源四郎に聞くと、放課後すぐに来て練習させてくださいと頼みにきたようだ。
「儂が見たところ、何かに悩んでいるようじゃ」
「やっぱり……」
「儂が言っても、説教臭くなるだけじゃ。あとは頼んだぞ」
「ありがとうおじいちゃん」
荷物を置き、道着に着替えた二人は、元春と同じように練習を始めた。
「急に連絡なんて、どうかしたか?」
やはり元春は少し怒っているようだ。
「隆景から聞いた」
「烈、直球すぎるよ……」
「そうか、聞いたか……」
少しだけ声の勢いが落ちた。何かあったか、と烈が尋ねると、元春は黙った。
「お前達が喧嘩したままだと調子が狂うんだよなー」
「関係ない……」
「よかったら、話を聞かせてくれないかな?」
「放っておいてくれ……」
素振りを止めた元春は、汗を拭うと、床に置いてあった荷物を持った。
「待てよ。逃げるのか?」
烈の声にピクリと反応する元春。
「一本付き合えよ。俺が勝ったら何で喧嘩したのか教えてくれよ」
「喧嘩、じゃない……」
「じゃあここで何してたんだよ?」
すると元春は、持っていた荷物を置いて、ゆっくりと竹刀を構えた。
「よし、じゃあ勝負だ。寸止めしろよ」
そうして烈と元春の試合が始まった。防具を着けていないので、お互いに牽制なしで相手の一瞬の隙を突こうと歩を進める。
「プリンでも食べられたか?」
「子供じゃあるまいし……」
「じゃあケーキか?」
「真剣にしろ……」
刀耶から観ると、実力的には元春の方が少し上なのだが、今余裕があるのは圧倒的に烈だった。

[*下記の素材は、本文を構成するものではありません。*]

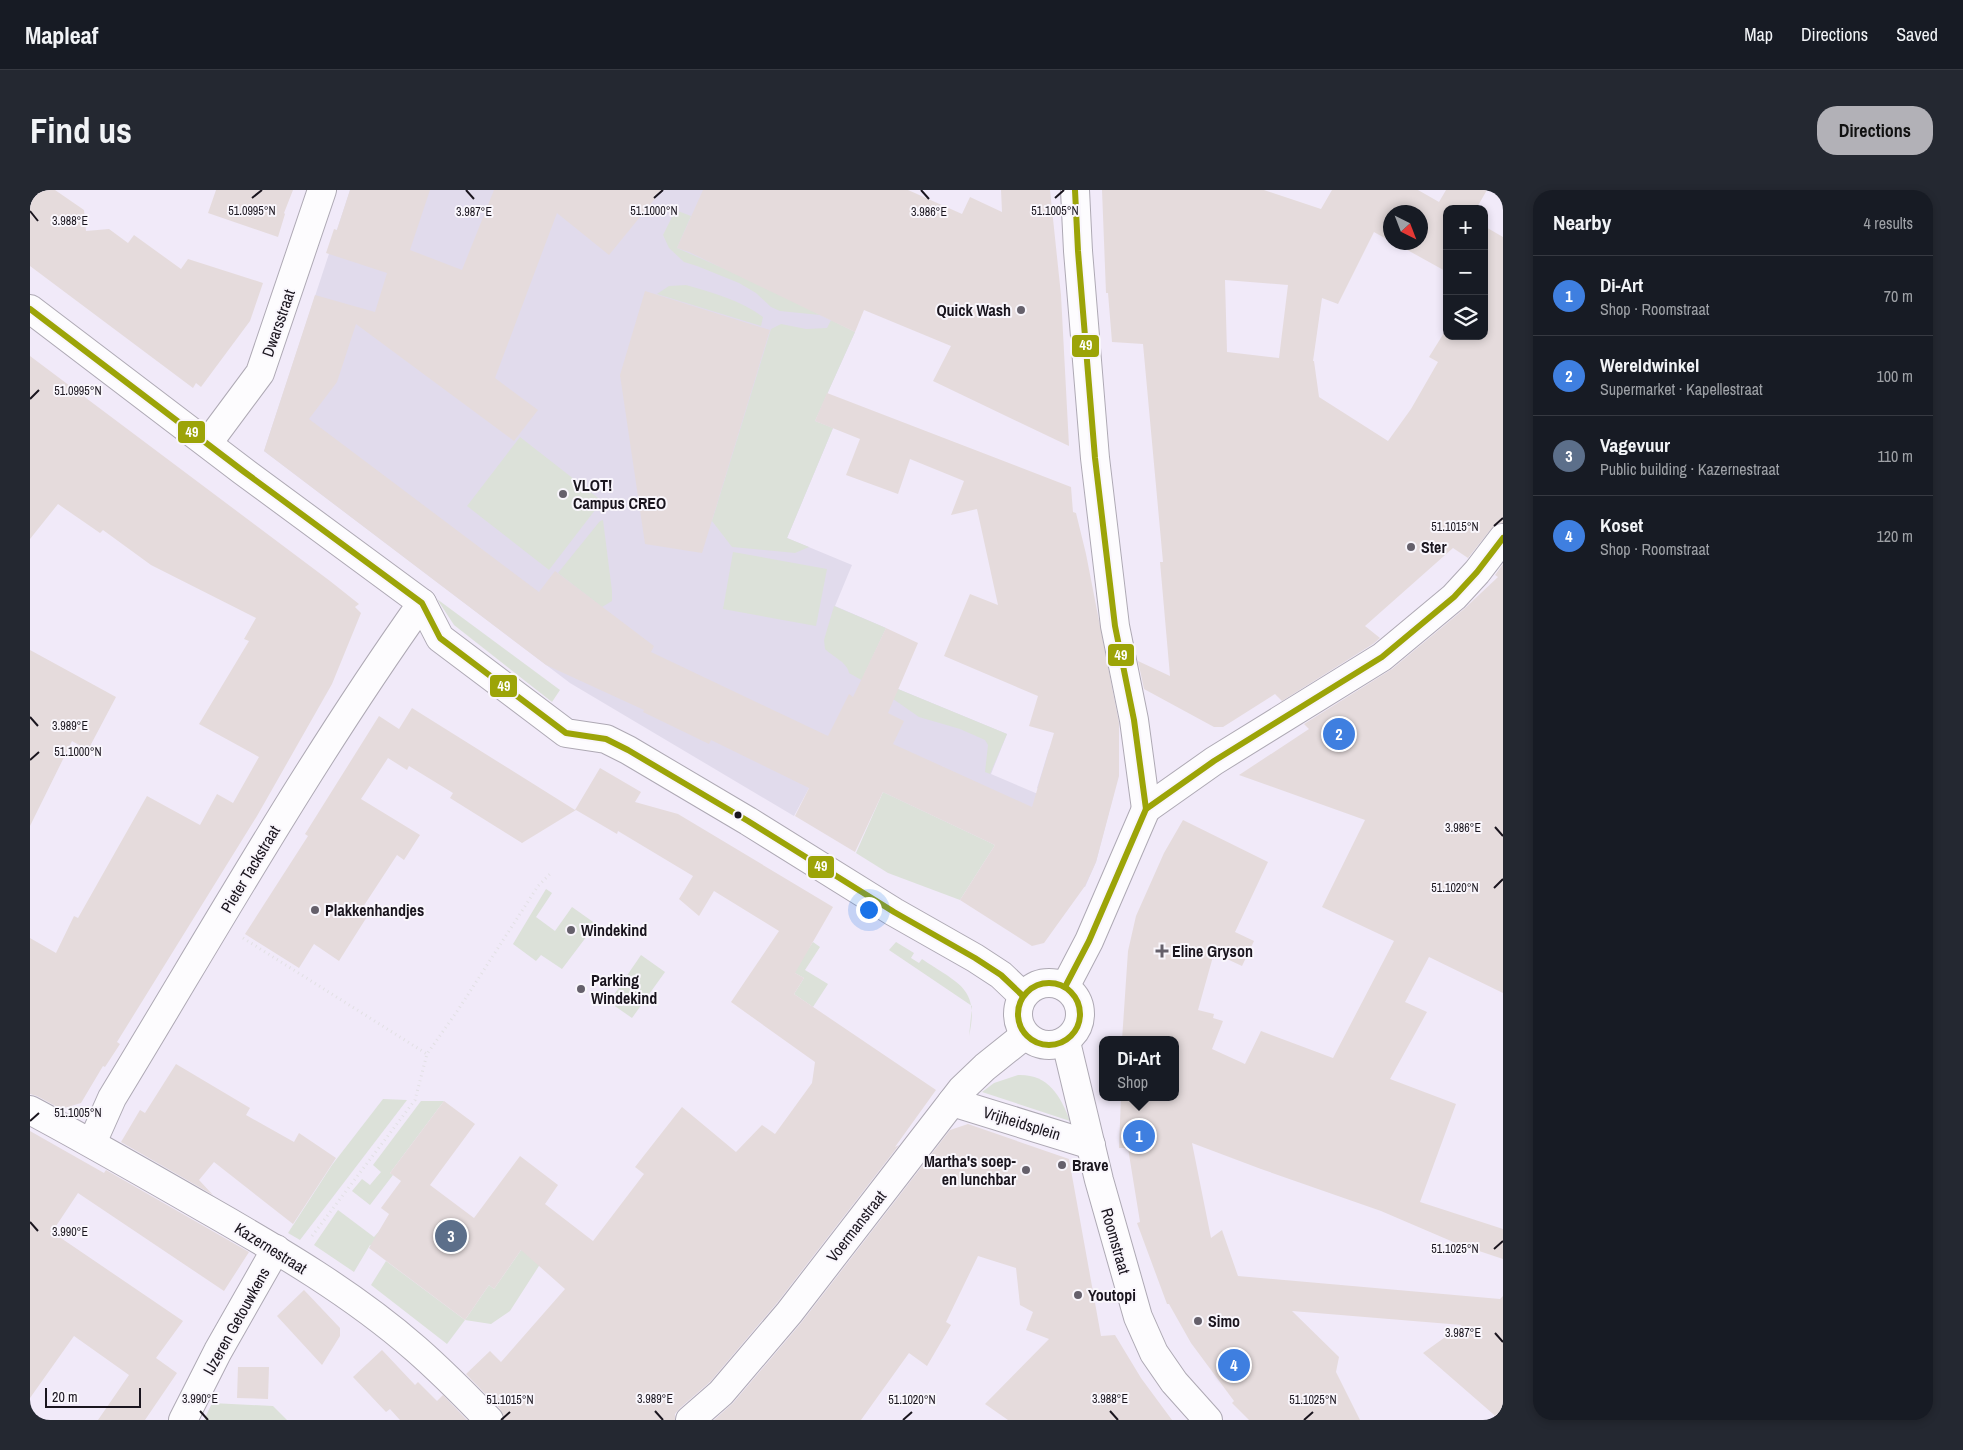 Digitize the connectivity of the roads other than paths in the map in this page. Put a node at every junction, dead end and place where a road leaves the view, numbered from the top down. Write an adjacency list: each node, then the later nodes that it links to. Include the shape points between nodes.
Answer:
1 (322, 190): 4 (street, Dwarsstraat, via 260,373)
2 (1075, 190): 7 (street, via 1095,458 1115,626 1134,720)
3 (30, 309): 4 (street)
4 (208, 443): 6 (street)
5 (1503, 538): 7 (street, via 1454,597 1382,657 1214,761)
6 (422, 603): 9 (street, via 440,638 566,733 606,739 628,750 974,958 1001,975); 14 (street, Pieter Tackstraat, via 292,797 112,1098)
7 (1146, 809): 8 (street, via 1089,941)
8 (1065, 987): 9 (street, via 1047,983 1030,989); 11 (street, via 1078,1000 1081,1019)
9 (1023, 996): 10 (street, via 1018,1020)
10 (1025, 1035): 11 (street, via 1044,1046); 12 (street, Voermanstraat, via 985,1067)
11 (1066, 1042): 15 (street, Roomstraat)
12 (952, 1102): 15 (street, Vrijheidsplein); 17 (street, Voermanstraat, via 789,1314)
13 (30, 1110): 14 (street, Kazernestraat)
14 (92, 1143): 16 (street, Kazernestraat)
15 (1091, 1145): 20 (street, Roomstraat, via 1138,1317 1154,1352 1174,1382)
16 (285, 1255): 18 (street, IJzeren Getouwkens, via 218,1351); 19 (street, Kazernestraat, via 354,1301 415,1348)
17 (698, 1418)
18 (183, 1420)
19 (489, 1420)
20 (1208, 1420)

いつもの元春の気迫と自信が、今は体の中に仕舞いこんでいるみたいだ。
「隆景も言い過ぎたって言ってたぞ」
「……俺も悪かった」
「喧嘩したのは初めてじゃないだろ?」
「いや、初めてだ」
「嘘だろ?」
「いや、本当だ。隆景はいつも俺の後ろを歩いて、兄者兄者と何でも聞いてきた。俺が言うことが絶対だと思って反論したこともない。でもな……」
そう続けた元春の竹刀の先が少し下がった。
「最近、隆景の凄さがわかってきたんだ。俺もあいつに間違った事は教えられないと思って努力したんだが、隆景も当然だが努力してた。最近家の仕事を手伝ってみてわかったんだが、家の仕事はあいつの方が合ってるみたいなんだ」
「それで、悔しくて喧嘩した?」
「違うっ!!!」
一瞬の隙をついたのは烈だった。鼻先まで突かれた竹刀に驚きながらも、両者とも腕を下ろし、元春は笑顔でため息をついた
「それで?」
「昨日会社で言われたんだ。次期社長は元春さんですねって」
「隆景は二人でって言ってたぞ?」
「俺もそう思ってる。だが、働いている人達は、いつも指示を出す俺がすごいんだと言ってくる。俺は言うだけで、細かい事は全部あいつがやってくれているのに……」
「じゃあ、隆景に前に出ろって言えばいいじゃないか?」
「言おうとしたが、俺が前に出ろと言ったところで、前に出るのか?あいつは器用だから、出ると言いながら俺が良く見えるように動く」
「そんなの言ってみないと……」
「双子だからわかるんだよ!」
元春の声が道場に響いた。
「今日も隆景は俺にどうすればいいか聞いてきた。たぶん俺が言えばあいつはその通りにやるだろう。でも、あいつはこう言う。『兄者が教えてくれたんです』とな。違う。あいつは俺が教えなくても、もう一人でできるはずなんだ。俺はあいつみたいに細かい事はできない。だから会社はあいつ一人で回る筈なんだ!なのに俺が社長だなんて……」
その瞬間、烈のスマホが鳴り、道場に青い鳥が舞い込んできた。
「こっちの双子も大変だな……。よし、元春これから暇か?面白いもの見せてやるよ!」
「あ、あぁ……」
「よし、じゃあ急いで着替えて学校いくぞ!」
そうして、急いで着替えた烈と刀耶、そして元春は学校へ走っていったのである。